Is Bangladesh Bank’s new decision good for the banking sector?
Over the years, experts have identified two major problems in Bangladesh's banking sector. The first is that we have too many banks, owned by a group of influential people. Many of these banks have repeatedly approved loans to subsidiary companies of other bank owners or people associated with them, who are among the major loan defaulters in our country. This is connected to the second problem, which is the massive growth of non-performing loans (NPLs) in the banking sector.
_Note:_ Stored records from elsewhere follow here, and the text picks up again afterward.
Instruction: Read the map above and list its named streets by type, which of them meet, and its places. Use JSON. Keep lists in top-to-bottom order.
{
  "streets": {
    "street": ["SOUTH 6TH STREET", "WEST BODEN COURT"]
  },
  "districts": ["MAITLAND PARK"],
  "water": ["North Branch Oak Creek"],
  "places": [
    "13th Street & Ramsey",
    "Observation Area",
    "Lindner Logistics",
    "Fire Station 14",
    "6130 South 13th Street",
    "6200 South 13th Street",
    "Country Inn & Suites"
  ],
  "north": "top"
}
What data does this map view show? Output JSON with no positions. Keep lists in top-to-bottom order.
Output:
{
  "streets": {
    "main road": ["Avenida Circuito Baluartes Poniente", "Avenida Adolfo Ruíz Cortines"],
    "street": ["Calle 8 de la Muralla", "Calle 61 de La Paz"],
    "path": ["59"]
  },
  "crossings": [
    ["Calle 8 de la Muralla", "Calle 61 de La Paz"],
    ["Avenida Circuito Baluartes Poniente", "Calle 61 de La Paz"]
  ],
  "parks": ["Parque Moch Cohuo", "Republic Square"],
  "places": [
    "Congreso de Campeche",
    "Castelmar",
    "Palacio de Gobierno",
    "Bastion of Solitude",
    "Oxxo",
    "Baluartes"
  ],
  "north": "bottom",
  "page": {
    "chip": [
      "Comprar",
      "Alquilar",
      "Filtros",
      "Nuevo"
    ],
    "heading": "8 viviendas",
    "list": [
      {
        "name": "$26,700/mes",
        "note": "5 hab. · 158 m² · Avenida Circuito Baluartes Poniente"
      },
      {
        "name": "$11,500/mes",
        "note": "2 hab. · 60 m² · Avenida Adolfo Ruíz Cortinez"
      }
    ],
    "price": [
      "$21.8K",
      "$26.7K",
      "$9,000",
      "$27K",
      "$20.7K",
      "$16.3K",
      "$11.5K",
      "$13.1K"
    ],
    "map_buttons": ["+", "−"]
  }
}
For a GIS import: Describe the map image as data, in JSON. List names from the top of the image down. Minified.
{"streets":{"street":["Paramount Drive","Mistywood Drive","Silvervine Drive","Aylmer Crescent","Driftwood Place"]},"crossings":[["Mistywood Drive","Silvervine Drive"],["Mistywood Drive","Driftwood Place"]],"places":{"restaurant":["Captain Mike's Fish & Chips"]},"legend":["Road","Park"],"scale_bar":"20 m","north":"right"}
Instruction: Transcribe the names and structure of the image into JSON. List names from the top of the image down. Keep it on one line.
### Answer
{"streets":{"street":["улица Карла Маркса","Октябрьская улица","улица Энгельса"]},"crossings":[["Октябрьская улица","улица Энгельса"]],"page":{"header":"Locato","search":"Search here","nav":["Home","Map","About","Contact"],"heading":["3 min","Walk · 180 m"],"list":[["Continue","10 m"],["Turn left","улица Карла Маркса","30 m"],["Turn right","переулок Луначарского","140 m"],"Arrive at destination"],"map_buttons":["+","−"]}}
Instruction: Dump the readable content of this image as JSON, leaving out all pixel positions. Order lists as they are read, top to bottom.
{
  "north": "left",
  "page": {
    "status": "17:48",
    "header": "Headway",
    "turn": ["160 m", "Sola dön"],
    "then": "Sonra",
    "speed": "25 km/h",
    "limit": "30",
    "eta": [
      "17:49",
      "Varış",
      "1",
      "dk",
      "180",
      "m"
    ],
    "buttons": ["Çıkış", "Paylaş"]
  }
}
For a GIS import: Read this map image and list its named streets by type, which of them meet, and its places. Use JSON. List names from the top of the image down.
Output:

Both are the results of the policies taken by our regulators, or have happened due to their inaction.
In a recent move, the Bangladesh Bank decided to permit banks not to treat borrowers as defaulters if they repaid only 15 percent (or more) of their total loan instalments payable—down from 25 percent in 2020. Additionally, banks were permitted to transfer the unrealised interest on the 85 percent (or less) of the loans to their income books—up from 75 percent the year before—even if the sums were not paid. Because of this relaxed policy, borrowers remained unclassified by paying only 15 percent of their loan amounts for the year. And banks were able to lower their provision requirement, which raised most banks' operating profits in 2021.
According to experts, the high operating profit logged by banks did not reflect the real figure, which is giving an unrealistic picture—a dangerous thing for banks. The most glaring problem here is that there is no way that banks will actually realise the whole amount they are still owed—some of which they have already included in their operating profits for 2021. That is simply not how the banking system works anywhere in the world. And banks in Bangladesh have an even poorer track record when it comes to recovering such funds—which got worse after the pandemic. Therefore, the banks' balance sheets have become increasingly more detached from reality.
Second, by inflating their incomes this way, banks are overstating their profits and are creating the scope for paying higher dividends to their owners and shareholders, without really making any extra earnings to pay their shareholders from. Even though the central bank has said it has directed banks to refrain from distributing dividends as an extra precaution, one wonders whether the central bank or the commercial banks will actually follow through with this, given their poor track record of abiding by their own set of rules.
Third, by recording higher profits and creating the scope for giving out more dividends, banks are pushing their stock prices up—again, not by operating more efficiently or being more productive, but simply by changing the numbers. Meanwhile, the regulators cheer them on, whereas it is their duty to prevent such accounting manipulation.
Finally, all these are going to distort market operations. In a free market, the market is supposed to fix the prices—i.e. determine what something is really worth. By permitting such accounting changes, the regulators are not allowing the market to operate, thereby destroying its ability to determine prices. Such market distortion is dangerous, especially in the financial sector.
Interestingly, the Bangladesh Bank issued the aforementioned directive a few hours after its meeting with some of the country's top business leaders at its headquarters, even though we are not aware of the central bank conducting any studies to estimate what effects its decision would have on the overall economy.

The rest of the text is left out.